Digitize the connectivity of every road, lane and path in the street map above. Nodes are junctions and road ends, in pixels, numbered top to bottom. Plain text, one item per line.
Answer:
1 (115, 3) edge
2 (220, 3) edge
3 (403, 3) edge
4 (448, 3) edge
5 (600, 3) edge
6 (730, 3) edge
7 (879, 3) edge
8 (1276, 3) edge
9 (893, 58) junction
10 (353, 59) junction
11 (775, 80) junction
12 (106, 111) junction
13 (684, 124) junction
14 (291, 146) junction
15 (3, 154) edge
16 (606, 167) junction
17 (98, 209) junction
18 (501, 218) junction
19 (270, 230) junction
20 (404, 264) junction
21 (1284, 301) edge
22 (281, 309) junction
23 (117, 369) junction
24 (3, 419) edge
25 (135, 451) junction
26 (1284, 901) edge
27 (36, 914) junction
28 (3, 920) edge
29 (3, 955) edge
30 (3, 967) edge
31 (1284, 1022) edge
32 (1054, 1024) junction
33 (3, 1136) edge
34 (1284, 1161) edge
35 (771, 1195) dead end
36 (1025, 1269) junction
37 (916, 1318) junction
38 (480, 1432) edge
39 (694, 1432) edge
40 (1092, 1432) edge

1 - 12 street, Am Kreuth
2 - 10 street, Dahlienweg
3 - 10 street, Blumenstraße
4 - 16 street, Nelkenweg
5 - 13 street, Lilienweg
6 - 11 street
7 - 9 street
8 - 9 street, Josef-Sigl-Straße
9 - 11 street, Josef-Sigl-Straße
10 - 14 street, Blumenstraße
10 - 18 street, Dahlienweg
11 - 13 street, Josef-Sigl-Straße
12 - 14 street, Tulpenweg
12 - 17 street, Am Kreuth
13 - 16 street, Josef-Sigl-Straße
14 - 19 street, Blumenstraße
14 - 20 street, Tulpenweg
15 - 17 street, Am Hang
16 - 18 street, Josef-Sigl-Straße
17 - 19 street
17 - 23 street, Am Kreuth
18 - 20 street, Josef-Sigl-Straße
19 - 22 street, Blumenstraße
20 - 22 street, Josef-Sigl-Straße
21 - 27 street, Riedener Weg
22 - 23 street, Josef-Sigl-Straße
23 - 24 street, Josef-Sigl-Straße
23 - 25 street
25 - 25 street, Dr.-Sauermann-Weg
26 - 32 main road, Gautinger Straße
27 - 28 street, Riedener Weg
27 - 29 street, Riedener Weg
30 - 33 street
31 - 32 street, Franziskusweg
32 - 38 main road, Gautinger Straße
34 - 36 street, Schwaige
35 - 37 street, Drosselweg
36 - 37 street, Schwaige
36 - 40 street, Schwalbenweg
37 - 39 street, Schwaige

## Exercise objective
Would you output every line of the listing exactly as given?

## Completed exercise
Digitize the connectivity of every road, lane and path in the street map above. Nodes are junctions and road ends, in pixels, numbered top to bottom. Plain text, one item per line.
Answer:
1 (115, 3) edge
2 (220, 3) edge
3 (403, 3) edge
4 (448, 3) edge
5 (600, 3) edge
6 (730, 3) edge
7 (879, 3) edge
8 (1276, 3) edge
9 (893, 58) junction
10 (353, 59) junction
11 (775, 80) junction
12 (106, 111) junction
13 (684, 124) junction
14 (291, 146) junction
15 (3, 154) edge
16 (606, 167) junction
17 (98, 209) junction
18 (501, 218) junction
19 (270, 230) junction
20 (404, 264) junction
21 (1284, 301) edge
22 (281, 309) junction
23 (117, 369) junction
24 (3, 419) edge
25 (135, 451) junction
26 (1284, 901) edge
27 (36, 914) junction
28 (3, 920) edge
29 (3, 955) edge
30 (3, 967) edge
31 (1284, 1022) edge
32 (1054, 1024) junction
33 (3, 1136) edge
34 (1284, 1161) edge
35 (771, 1195) dead end
36 (1025, 1269) junction
37 (916, 1318) junction
38 (480, 1432) edge
39 (694, 1432) edge
40 (1092, 1432) edge

1 - 12 street, Am Kreuth
2 - 10 street, Dahlienweg
3 - 10 street, Blumenstraße
4 - 16 street, Nelkenweg
5 - 13 street, Lilienweg
6 - 11 street
7 - 9 street
8 - 9 street, Josef-Sigl-Straße
9 - 11 street, Josef-Sigl-Straße
10 - 14 street, Blumenstraße
10 - 18 street, Dahlienweg
11 - 13 street, Josef-Sigl-Straße
12 - 14 street, Tulpenweg
12 - 17 street, Am Kreuth
13 - 16 street, Josef-Sigl-Straße
14 - 19 street, Blumenstraße
14 - 20 street, Tulpenweg
15 - 17 street, Am Hang
16 - 18 street, Josef-Sigl-Straße
17 - 19 street
17 - 23 street, Am Kreuth
18 - 20 street, Josef-Sigl-Straße
19 - 22 street, Blumenstraße
20 - 22 street, Josef-Sigl-Straße
21 - 27 street, Riedener Weg
22 - 23 street, Josef-Sigl-Straße
23 - 24 street, Josef-Sigl-Straße
23 - 25 street
25 - 25 street, Dr.-Sauermann-Weg
26 - 32 main road, Gautinger Straße
27 - 28 street, Riedener Weg
27 - 29 street, Riedener Weg
30 - 33 street
31 - 32 street, Franziskusweg
32 - 38 main road, Gautinger Straße
34 - 36 street, Schwaige
35 - 37 street, Drosselweg
36 - 37 street, Schwaige
36 - 40 street, Schwalbenweg
37 - 39 street, Schwaige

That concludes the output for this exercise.